For each chosen value of \(x\), we must apply the equation to find the corresponding \(y\) value. Let's calculate a few pairs: If we substitute \(x\) with 0, the equation becomes \(y = 4(0) - 1\), which simplifies to \(y = -1\). Thus, our first pair is (0, -1). If we let \(x = 1\), then \(y = 4(1) - 1 = 3\), and the second pair is (1, 3). We now have a set of points that can be plotted on a graph to represent the equation visually.

Plotting points is like placing anchors on your graph that map out the path of the equation. Each point represents a real-world combination of \(x\) and \(y\) that satisfies the equation \(y = 4x - 1\). To plot the points from our table of values effectively, begin with your axes labeled and marked evenly.

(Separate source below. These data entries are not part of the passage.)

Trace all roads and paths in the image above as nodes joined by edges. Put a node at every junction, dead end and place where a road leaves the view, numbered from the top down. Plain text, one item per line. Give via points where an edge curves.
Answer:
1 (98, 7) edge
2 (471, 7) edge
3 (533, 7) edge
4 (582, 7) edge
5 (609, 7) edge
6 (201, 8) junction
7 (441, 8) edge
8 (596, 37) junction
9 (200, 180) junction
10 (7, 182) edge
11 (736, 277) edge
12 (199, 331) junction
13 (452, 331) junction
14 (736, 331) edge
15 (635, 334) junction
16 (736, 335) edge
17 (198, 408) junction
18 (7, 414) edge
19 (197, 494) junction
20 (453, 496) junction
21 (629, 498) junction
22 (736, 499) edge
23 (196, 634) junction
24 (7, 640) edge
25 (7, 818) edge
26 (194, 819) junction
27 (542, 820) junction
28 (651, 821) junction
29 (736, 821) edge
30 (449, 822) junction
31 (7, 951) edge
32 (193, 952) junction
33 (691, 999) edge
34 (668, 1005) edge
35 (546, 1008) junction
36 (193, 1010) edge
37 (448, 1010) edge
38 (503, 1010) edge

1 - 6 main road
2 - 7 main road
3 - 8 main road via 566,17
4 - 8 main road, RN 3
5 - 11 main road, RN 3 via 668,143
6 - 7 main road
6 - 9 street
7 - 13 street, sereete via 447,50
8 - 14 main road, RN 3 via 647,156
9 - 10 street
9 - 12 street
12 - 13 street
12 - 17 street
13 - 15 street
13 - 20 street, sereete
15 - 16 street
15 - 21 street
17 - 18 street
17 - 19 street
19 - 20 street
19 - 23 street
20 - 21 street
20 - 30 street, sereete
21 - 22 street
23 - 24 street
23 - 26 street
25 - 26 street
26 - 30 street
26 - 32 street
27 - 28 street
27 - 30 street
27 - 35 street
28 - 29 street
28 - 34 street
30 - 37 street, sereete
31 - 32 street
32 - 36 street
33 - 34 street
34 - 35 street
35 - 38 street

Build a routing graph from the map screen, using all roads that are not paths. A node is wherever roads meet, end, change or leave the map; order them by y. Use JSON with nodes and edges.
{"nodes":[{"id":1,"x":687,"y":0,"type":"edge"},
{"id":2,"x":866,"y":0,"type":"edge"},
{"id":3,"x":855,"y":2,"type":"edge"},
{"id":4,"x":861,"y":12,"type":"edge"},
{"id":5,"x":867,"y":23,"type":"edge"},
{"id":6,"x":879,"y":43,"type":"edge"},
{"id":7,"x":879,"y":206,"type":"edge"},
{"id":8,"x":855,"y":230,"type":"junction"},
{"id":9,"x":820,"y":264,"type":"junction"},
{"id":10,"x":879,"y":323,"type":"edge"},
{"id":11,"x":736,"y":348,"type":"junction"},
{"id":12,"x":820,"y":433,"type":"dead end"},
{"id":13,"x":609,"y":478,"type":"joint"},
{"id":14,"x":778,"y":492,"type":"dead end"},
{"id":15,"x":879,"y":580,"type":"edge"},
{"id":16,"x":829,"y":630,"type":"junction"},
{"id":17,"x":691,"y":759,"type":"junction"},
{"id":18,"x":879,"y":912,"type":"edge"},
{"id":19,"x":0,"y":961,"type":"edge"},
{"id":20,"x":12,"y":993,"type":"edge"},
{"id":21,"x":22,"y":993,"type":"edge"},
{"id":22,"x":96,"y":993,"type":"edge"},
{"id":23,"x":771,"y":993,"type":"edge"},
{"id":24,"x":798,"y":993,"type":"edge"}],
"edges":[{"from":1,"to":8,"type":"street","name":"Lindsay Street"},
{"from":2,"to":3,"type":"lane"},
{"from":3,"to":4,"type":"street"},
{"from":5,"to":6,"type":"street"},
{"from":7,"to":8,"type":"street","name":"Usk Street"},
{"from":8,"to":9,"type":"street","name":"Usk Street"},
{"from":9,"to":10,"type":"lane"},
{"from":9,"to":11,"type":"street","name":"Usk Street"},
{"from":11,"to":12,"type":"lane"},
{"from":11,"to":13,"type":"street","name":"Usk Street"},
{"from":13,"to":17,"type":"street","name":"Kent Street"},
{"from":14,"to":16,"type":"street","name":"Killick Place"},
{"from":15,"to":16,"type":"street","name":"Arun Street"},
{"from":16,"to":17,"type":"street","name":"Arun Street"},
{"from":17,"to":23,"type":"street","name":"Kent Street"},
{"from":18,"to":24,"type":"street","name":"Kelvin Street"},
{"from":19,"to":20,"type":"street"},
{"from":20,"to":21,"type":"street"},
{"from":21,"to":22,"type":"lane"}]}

Take the point (0, -1) we calculated earlier; the first number, 0, tells us where to stand on the \(x\)-axis, and the second number, -1, tells us how far to move up or down on the \(y\)-axis. In this case, since our \(x\) value is 0, we start at the origin and move one unit down on the \(y\)-axis. Similarly, for the point (1, 3), we move one unit right from the origin along the \(x\)-axis and then go up 3 units along the \(y\)-axis. Connecting these 'anchors' will help us visualize the equation's behavior.

A linear function is the algebraic equivalent of a straight line on a graph. It's an equation of the first degree, which means none of the variables are raised to a power higher than one. For the function we're working with, \(y = 4x - 1\), the convention follows that \(y\) is the dependent variable which changes in response to the independent variable \(x\).

Important characteristics of a linear function include its slope and y-intercept. The slope describes the steepness of the line, in our case, 4. This indicates that for each step we move to the right on the x-axis, the y-value increases by 4 steps. The y-intercept is the point where the line crosses the y-axis, which occurs when \(x\) is zero. In this equation, the y-intercept is -1. Understanding these concepts allows us to chart the function's course and predict its behavior across the graph.